Member of the Pennsylvania House of Representatives from the 128th district
- Incumbent
- Assumed office January 4, 2011
- Preceded by: Sam Rohrer

Personal details
- Born: November 6, 1955 (age 70) Bristol, Pennsylvania, U.S.
- Party: Republican
- Spouse: Kim
- Children: Five
- Alma mater: Bob Jones University Kutztown University
- Occupation: Politician

= Mark M. Gillen =

American politician

Mark M. Gillen (born November 6, 1955) is an American politician and member of the Republican Party.

==Biography==
Gillen previously served as a Mohnton borough councilman, and lives in Robeson Township with his wife, Kim, and their five daughters.

In 2010, he was elected to represent the 128th District in the Pennsylvania House of Representatives.
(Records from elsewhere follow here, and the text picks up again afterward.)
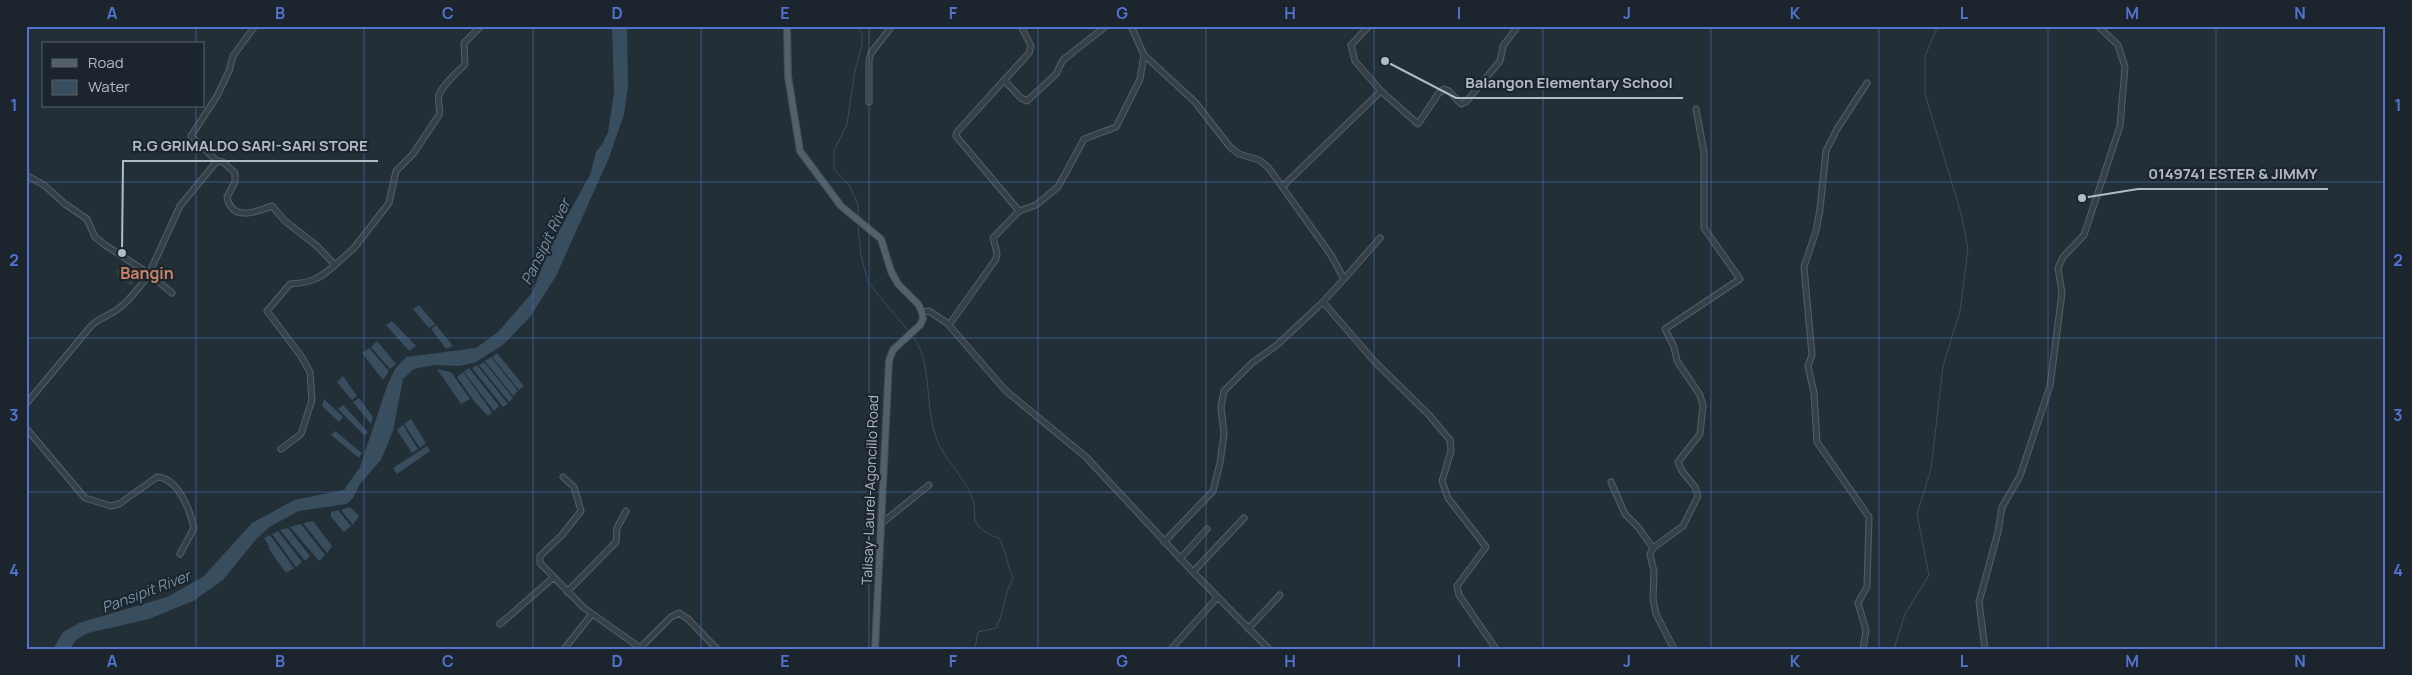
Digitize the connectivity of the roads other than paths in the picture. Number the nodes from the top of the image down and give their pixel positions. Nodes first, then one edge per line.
1 (255, 26) edge
2 (480, 26) edge
3 (787, 26) edge
4 (892, 26) edge
5 (1022, 26) edge
6 (1106, 26) edge
7 (1131, 26) edge
8 (1369, 26) edge
9 (1518, 26) edge
10 (2098, 26) edge
11 (1144, 55) junction
12 (1004, 80) junction
13 (1867, 83) dead end
14 (1381, 91) junction
15 (869, 102) dead end
16 (1696, 109) dead end
17 (217, 160) junction
18 (26, 175) edge
19 (1283, 186) junction
20 (1019, 211) junction
21 (1380, 238) dead end
22 (335, 265) junction
23 (148, 273) junction
24 (1344, 279) junction
25 (172, 293) dead end
26 (1323, 302) junction
27 (922, 312) junction
28 (949, 325) junction
29 (26, 404) edge
30 (26, 428) edge
31 (281, 449) dead end
32 (563, 477) dead end
33 (1611, 482) dead end
34 (929, 484) dead end
35 (626, 510) dead end
36 (1244, 518) dead end
37 (882, 523) junction
38 (1207, 529) dead end
39 (1164, 542) junction
40 (1653, 548) junction
41 (180, 554) dead end
42 (1180, 559) junction
43 (1193, 572) junction
44 (554, 578) junction
45 (568, 592) junction
46 (1280, 595) dead end
47 (1217, 598) junction
48 (592, 614) junction
49 (500, 624) dead end
50 (1248, 629) junction
51 (640, 648) edge
52 (564, 649) edge
53 (717, 649) edge
54 (875, 649) edge
55 (1171, 649) edge
56 (1269, 649) edge
57 (1496, 649) edge
58 (1674, 649) edge
59 (1862, 649) edge
60 (1985, 649) edge

1 - 17 street
2 - 22 street
3 - 27 main road
4 - 15 street
5 - 12 street
6 - 12 street
7 - 11 street
8 - 14 street
9 - 14 street
10 - 60 street
11 - 19 street
11 - 20 street
12 - 20 street
13 - 59 street
14 - 19 street
16 - 40 street
17 - 22 street
17 - 23 street
18 - 23 street
19 - 24 street
20 - 28 street
21 - 24 street
22 - 31 street
23 - 25 street
23 - 29 street
24 - 26 street
26 - 39 street
26 - 57 street
27 - 28 street
27 - 37 main road, Talisay-Laurel-Agoncillo Road
28 - 39 street
30 - 41 street
32 - 44 street
33 - 40 street
34 - 37 street
35 - 45 street
36 - 43 street
37 - 54 main road, Talisay-Laurel-Agoncillo Road
38 - 42 street
39 - 42 street
40 - 58 street
42 - 43 street
43 - 47 street
44 - 45 street
44 - 49 street
45 - 48 street
46 - 50 street
47 - 50 street
47 - 55 street
48 - 51 street
48 - 52 street
50 - 56 street
51 - 53 street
The seat had been vacated by Republican Sam Rohrer, who had unsuccessfully challenged State Attorney General Tom Corbett in the May 2010 Republican gubernatorial primary. Gillen is currently serving on the Aging and Older Adult Services, Education, Labor and Industry, and Veterans Affairs and Emergency Preparedness committees.

Gillen co-founded, and is president of, the Berks Military History Museum, located in Mohnton, Pennsylvania.